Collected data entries
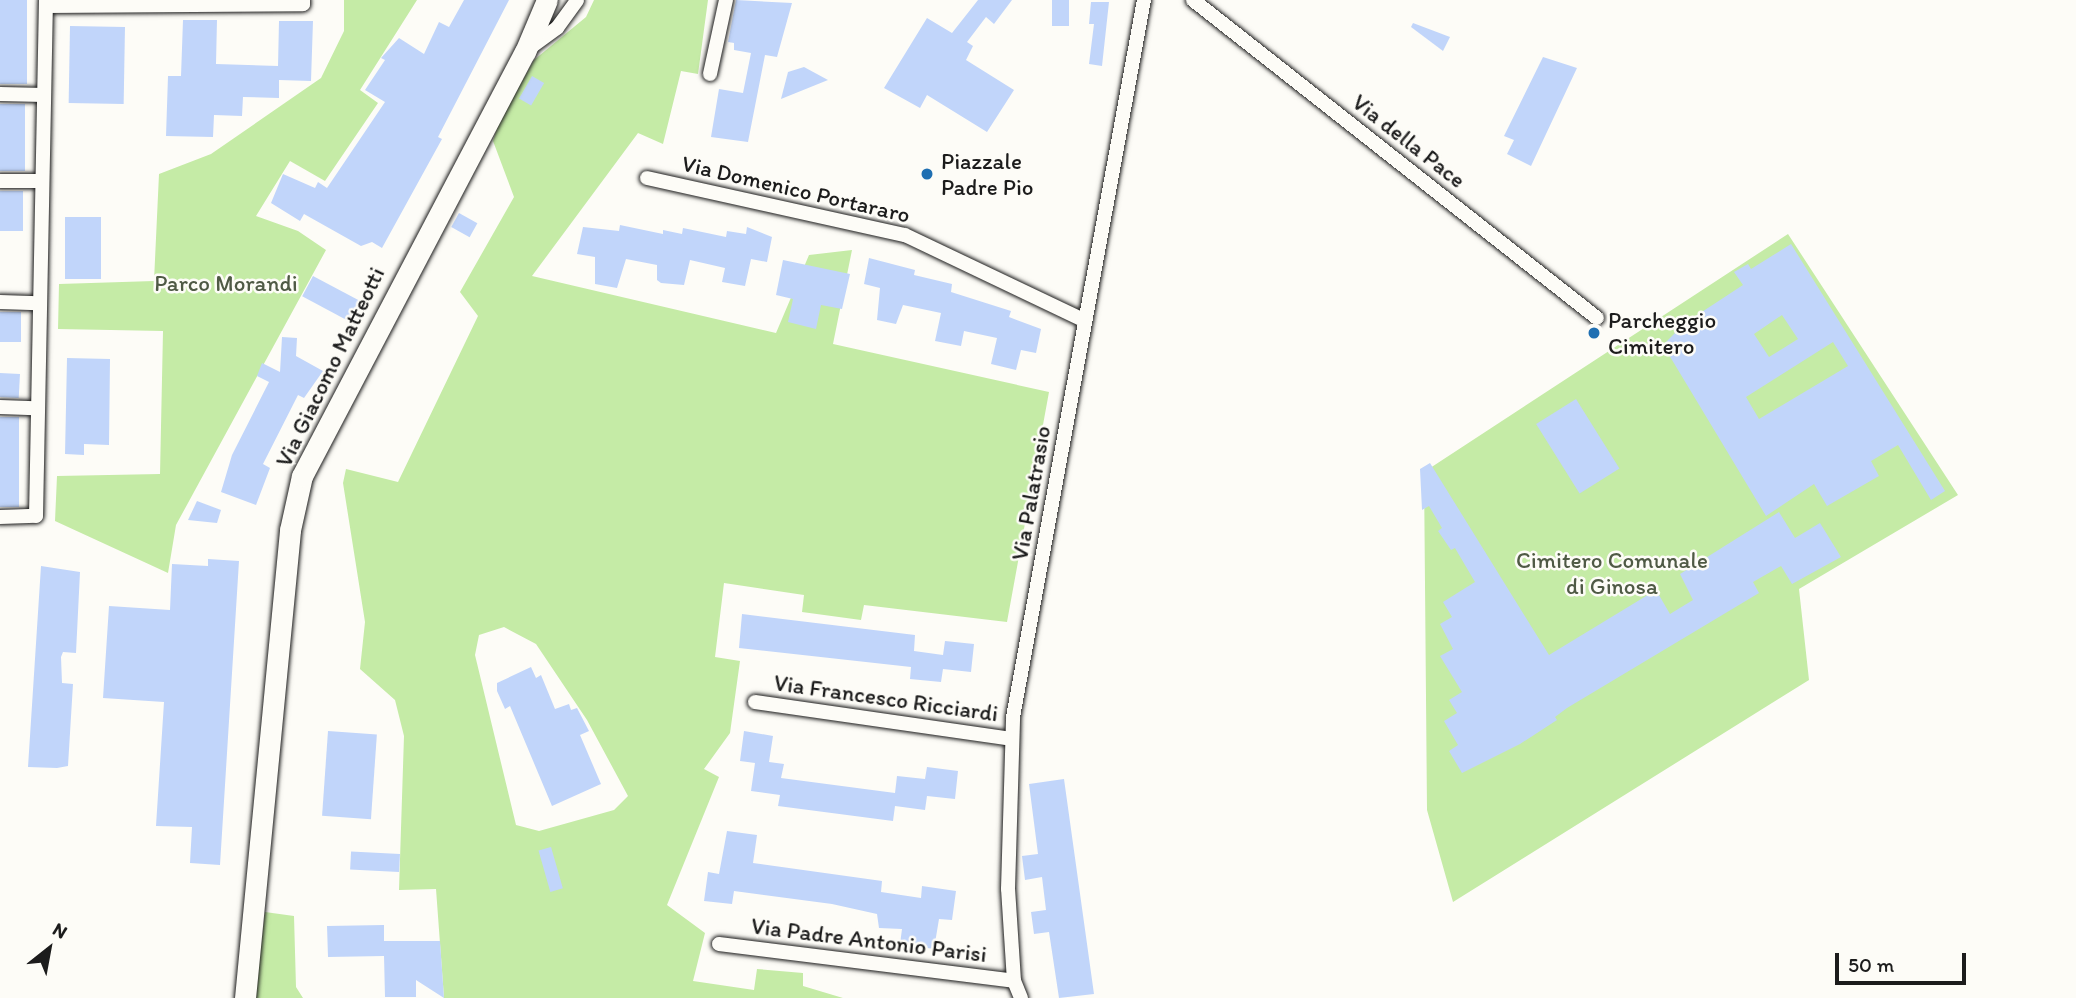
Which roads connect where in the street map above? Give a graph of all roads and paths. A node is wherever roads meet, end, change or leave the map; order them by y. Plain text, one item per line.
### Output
1 (303, 0) edge
2 (547, 0) edge
3 (578, 0) edge
4 (726, 0) edge
5 (1144, 0) edge
6 (1193, 0) edge
7 (46, 3) edge
8 (179, 3) edge
9 (524, 52) junction
10 (710, 74) dead end
11 (0, 94) edge
12 (44, 95) junction
13 (647, 178) dead end
14 (0, 181) edge
15 (41, 181) junction
16 (0, 302) edge
17 (38, 303) junction
18 (1597, 318) dead end
19 (1085, 321) junction
20 (0, 407) edge
21 (35, 408) junction
22 (0, 517) edge
23 (755, 702) dead end
24 (1011, 739) junction
25 (719, 944) dead end
26 (1014, 981) junction
27 (245, 998) edge
28 (1021, 998) edge

1 - 8 street
2 - 9 street, Via Giacomo Matteotti
3 - 9 street
4 - 10 street
5 - 19 street, Via Palatrasio
6 - 18 street, Via della Pace
7 - 8 street
7 - 12 street
9 - 27 street, Via Giacomo Matteotti
11 - 12 street
12 - 15 street
13 - 19 street, Via Domenico Portararo
14 - 15 street
15 - 17 street
16 - 17 street
17 - 21 street
19 - 24 street, Via Palatrasio
20 - 21 street
21 - 22 street
23 - 24 street, Via Francesco Ricciardi
24 - 26 street, Via Palatrasio
25 - 26 street, Via Padre Antonio Parisi
26 - 28 street, Via Palatrasio

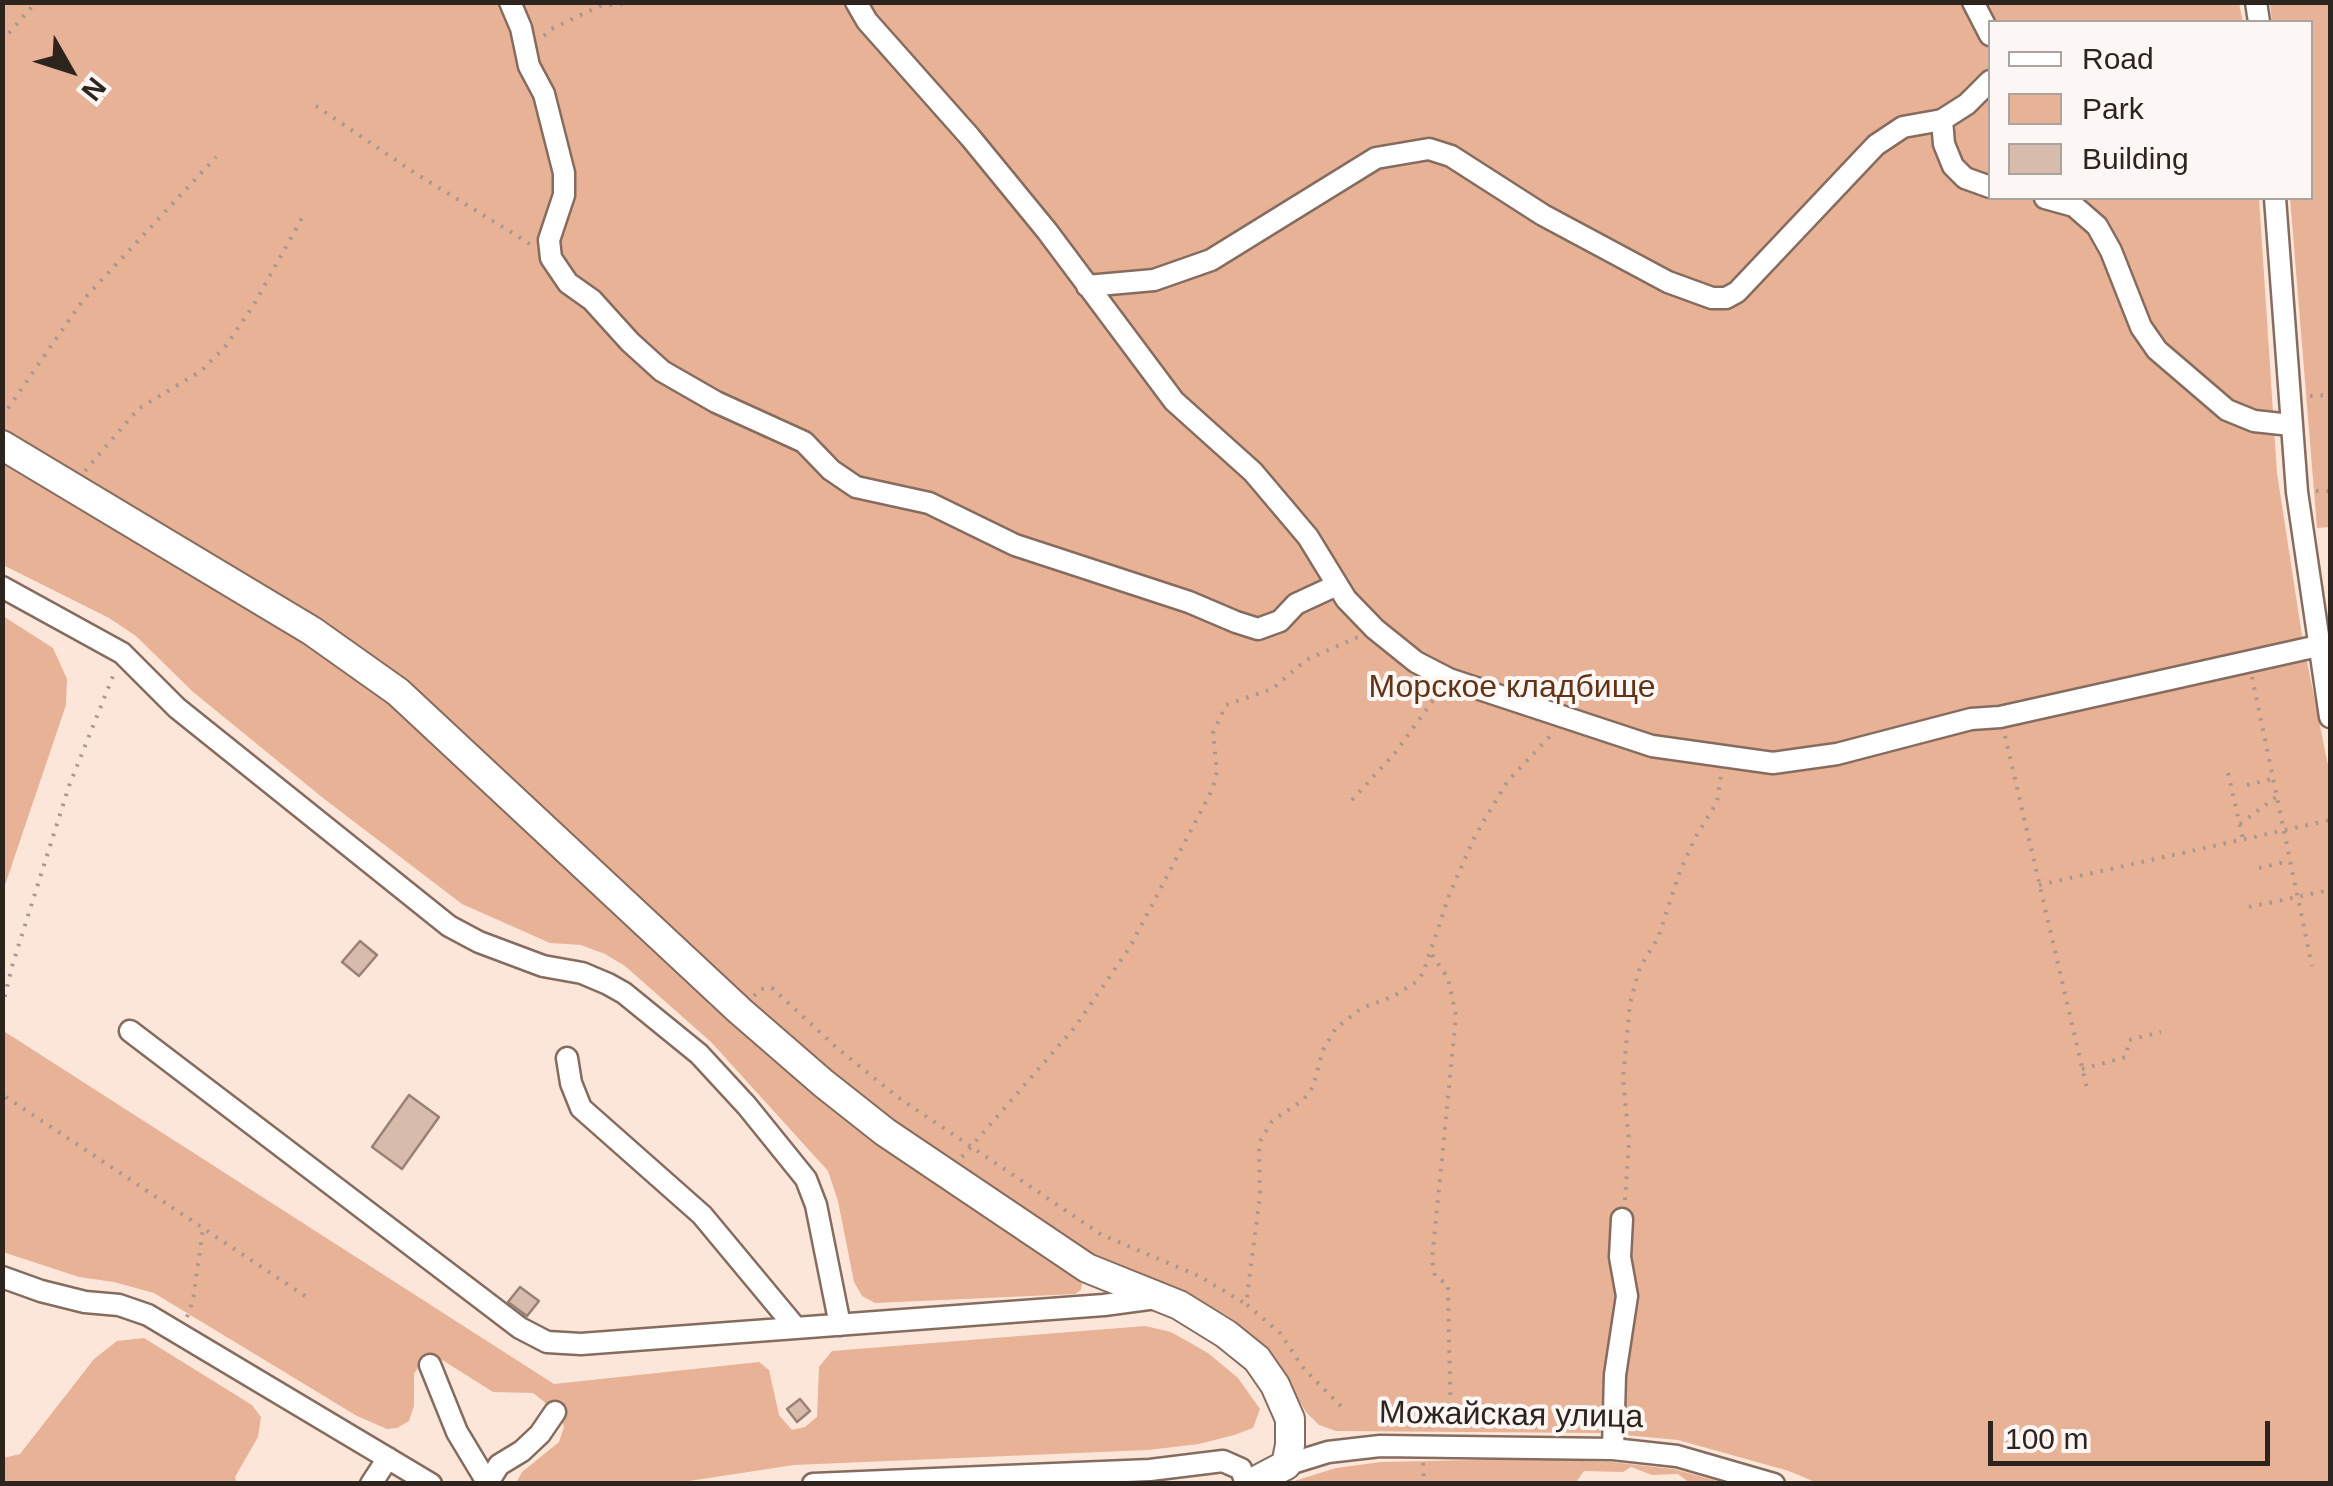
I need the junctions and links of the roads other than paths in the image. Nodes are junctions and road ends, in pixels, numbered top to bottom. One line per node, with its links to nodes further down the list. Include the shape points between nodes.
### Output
1 (510, 2): 13 (street, via 564,173 551,258 568,283 662,371 804,442 856,487 929,504 1016,545 1258,629)
2 (856, 2): 10 (street)
3 (1972, 2): 4 (street)
4 (1988, 31)
5 (1988, 83): 6 (street)
6 (1942, 120): 7 (street, via 1953,166); 10 (street, via 1903,128 1876,145 1726,298 1668,282 1543,215 1452,156 1429,149 1376,158 1211,260 1154,280)
7 (1988, 186)
8 (2052, 200): 11 (street, via 2074,206 2097,226 2157,350 2228,410 2254,422)
9 (2274, 200): 11 (street)
10 (1086, 286): 13 (street, via 1174,401 1253,472 1308,537)
11 (2291, 425): 15 (street)
12 (2, 446): 21 (main road, via 312,631 398,692 822,1083 946,1176 1087,1268)
13 (1337, 586): 15 (street, via 1374,629 1449,679 1652,746 1773,762 1837,754)
14 (2, 587): 22 (street, via 122,653 178,708 448,926 542,966 608,984 714,1068 812,1191)
15 (2318, 646): 16 (street)
16 (2330, 717)
17 (130, 1030): 23 (street, via 538,1340 565,1344)
18 (567, 1058): 23 (street, via 581,1108 702,1215)
19 (1622, 1219): 26 (street, via 1627,1296)
20 (2, 1276): 27 (street, via 148,1316 326,1431)
21 (1156, 1298): 22 (street); 28 (main road, via 1179,1305 1257,1359 1290,1419)
22 (840, 1325): 23 (street)
23 (796, 1328)
24 (430, 1365): 29 (street, via 457,1432)
25 (555, 1412): 29 (street)
26 (1613, 1449): 28 (street, Можайская улица, via 1362,1448); 34 (street, Можайская улица, via 1677,1456)
27 (388, 1458): 30 (street); 31 (street)
28 (1286, 1465): 33 (main road, Можайская улица)
29 (487, 1482)
30 (370, 1484)
31 (431, 1484)
32 (812, 1484): 33 (street, via 1222,1461 1241,1469)
33 (1248, 1484)
34 (1774, 1484)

YOUR ASSIGNMENT:
In your copy, every entry above must match word for word, and no picture may appear.

ANSWER SPACE:
Which roads connect where in the street map above? Give a graph of all roads and paths. A node is wherever roads meet, end, change or leave the map; order them by y. Plain text, one item per line.
### Output
1 (303, 0) edge
2 (547, 0) edge
3 (578, 0) edge
4 (726, 0) edge
5 (1144, 0) edge
6 (1193, 0) edge
7 (46, 3) edge
8 (179, 3) edge
9 (524, 52) junction
10 (710, 74) dead end
11 (0, 94) edge
12 (44, 95) junction
13 (647, 178) dead end
14 (0, 181) edge
15 (41, 181) junction
16 (0, 302) edge
17 (38, 303) junction
18 (1597, 318) dead end
19 (1085, 321) junction
20 (0, 407) edge
21 (35, 408) junction
22 (0, 517) edge
23 (755, 702) dead end
24 (1011, 739) junction
25 (719, 944) dead end
26 (1014, 981) junction
27 (245, 998) edge
28 (1021, 998) edge

1 - 8 street
2 - 9 street, Via Giacomo Matteotti
3 - 9 street
4 - 10 street
5 - 19 street, Via Palatrasio
6 - 18 street, Via della Pace
7 - 8 street
7 - 12 street
9 - 27 street, Via Giacomo Matteotti
11 - 12 street
12 - 15 street
13 - 19 street, Via Domenico Portararo
14 - 15 street
15 - 17 street
16 - 17 street
17 - 21 street
19 - 24 street, Via Palatrasio
20 - 21 street
21 - 22 street
23 - 24 street, Via Francesco Ricciardi
24 - 26 street, Via Palatrasio
25 - 26 street, Via Padre Antonio Parisi
26 - 28 street, Via Palatrasio

I need the junctions and links of the roads other than paths in the image. Nodes are junctions and road ends, in pixels, numbered top to bottom. One line per node, with its links to nodes further down the list. Include the shape points between nodes.
### Output
1 (510, 2): 13 (street, via 564,173 551,258 568,283 662,371 804,442 856,487 929,504 1016,545 1258,629)
2 (856, 2): 10 (street)
3 (1972, 2): 4 (street)
4 (1988, 31)
5 (1988, 83): 6 (street)
6 (1942, 120): 7 (street, via 1953,166); 10 (street, via 1903,128 1876,145 1726,298 1668,282 1543,215 1452,156 1429,149 1376,158 1211,260 1154,280)
7 (1988, 186)
8 (2052, 200): 11 (street, via 2074,206 2097,226 2157,350 2228,410 2254,422)
9 (2274, 200): 11 (street)
10 (1086, 286): 13 (street, via 1174,401 1253,472 1308,537)
11 (2291, 425): 15 (street)
12 (2, 446): 21 (main road, via 312,631 398,692 822,1083 946,1176 1087,1268)
13 (1337, 586): 15 (street, via 1374,629 1449,679 1652,746 1773,762 1837,754)
14 (2, 587): 22 (street, via 122,653 178,708 448,926 542,966 608,984 714,1068 812,1191)
15 (2318, 646): 16 (street)
16 (2330, 717)
17 (130, 1030): 23 (street, via 538,1340 565,1344)
18 (567, 1058): 23 (street, via 581,1108 702,1215)
19 (1622, 1219): 26 (street, via 1627,1296)
20 (2, 1276): 27 (street, via 148,1316 326,1431)
21 (1156, 1298): 22 (street); 28 (main road, via 1179,1305 1257,1359 1290,1419)
22 (840, 1325): 23 (street)
23 (796, 1328)
24 (430, 1365): 29 (street, via 457,1432)
25 (555, 1412): 29 (street)
26 (1613, 1449): 28 (street, Можайская улица, via 1362,1448); 34 (street, Можайская улица, via 1677,1456)
27 (388, 1458): 30 (street); 31 (street)
28 (1286, 1465): 33 (main road, Можайская улица)
29 (487, 1482)
30 (370, 1484)
31 (431, 1484)
32 (812, 1484): 33 (street, via 1222,1461 1241,1469)
33 (1248, 1484)
34 (1774, 1484)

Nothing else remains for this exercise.